# Data to process
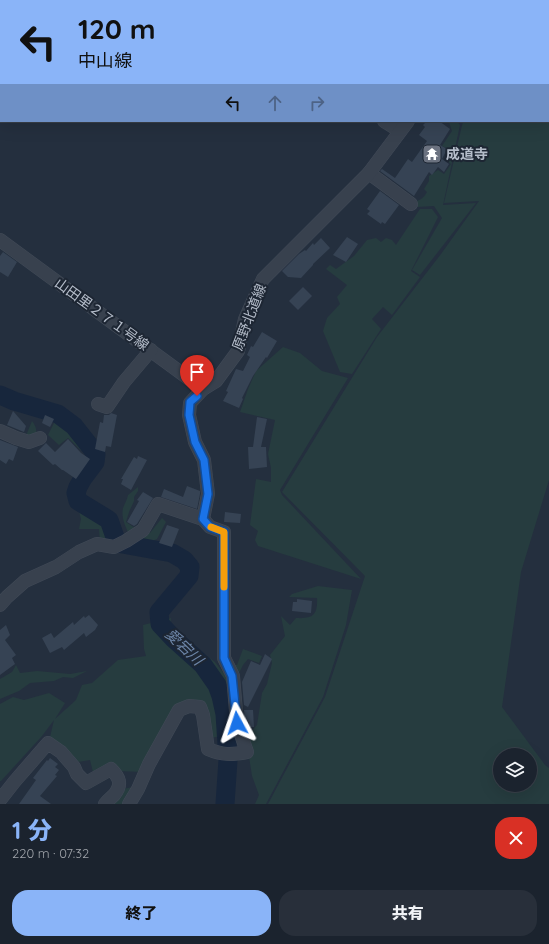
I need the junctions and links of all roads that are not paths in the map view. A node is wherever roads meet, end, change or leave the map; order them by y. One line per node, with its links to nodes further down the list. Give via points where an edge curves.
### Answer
1 (388, 122): 2 (street)
2 (404, 126): 3 (street, 原野北道線)
3 (369, 173): 4 (street); 7 (street, 原野北道線, via 263,279 245,319 238,351 216,381)
4 (411, 204)
5 (0, 240): 6 (street, 山田里２７１号線)
6 (151, 350): 7 (street, 山田里２７１号線); 8 (street, via 107,407)
7 (203, 389): 11 (street, 原野北道線, via 190,402 189,415 195,442 204,460 208,494)
8 (98, 404)
9 (0, 431): 10 (street, via 29,442)
10 (40, 438)
11 (203, 519): 12 (street, via 158,504 143,530 126,541 114,547 97,544 79,552 56,567 24,581); 15 (street, via 210,527 224,532 224,658 232,676 242,753 219,754 208,749 200,707 189,706 179,710)
12 (0, 605)
13 (0, 800): 14 (street, via 48,743 61,752 86,783 111,769 118,777 120,785)
14 (105, 804)
15 (129, 804)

# What needs to be done
Transcribe all records verbatim, no pictures.

# Output of the exercise
I need the junctions and links of all roads that are not paths in the map view. A node is wherever roads meet, end, change or leave the map; order them by y. One line per node, with its links to nodes further down the list. Give via points where an edge curves.
### Answer
1 (388, 122): 2 (street)
2 (404, 126): 3 (street, 原野北道線)
3 (369, 173): 4 (street); 7 (street, 原野北道線, via 263,279 245,319 238,351 216,381)
4 (411, 204)
5 (0, 240): 6 (street, 山田里２７１号線)
6 (151, 350): 7 (street, 山田里２７１号線); 8 (street, via 107,407)
7 (203, 389): 11 (street, 原野北道線, via 190,402 189,415 195,442 204,460 208,494)
8 (98, 404)
9 (0, 431): 10 (street, via 29,442)
10 (40, 438)
11 (203, 519): 12 (street, via 158,504 143,530 126,541 114,547 97,544 79,552 56,567 24,581); 15 (street, via 210,527 224,532 224,658 232,676 242,753 219,754 208,749 200,707 189,706 179,710)
12 (0, 605)
13 (0, 800): 14 (street, via 48,743 61,752 86,783 111,769 118,777 120,785)
14 (105, 804)
15 (129, 804)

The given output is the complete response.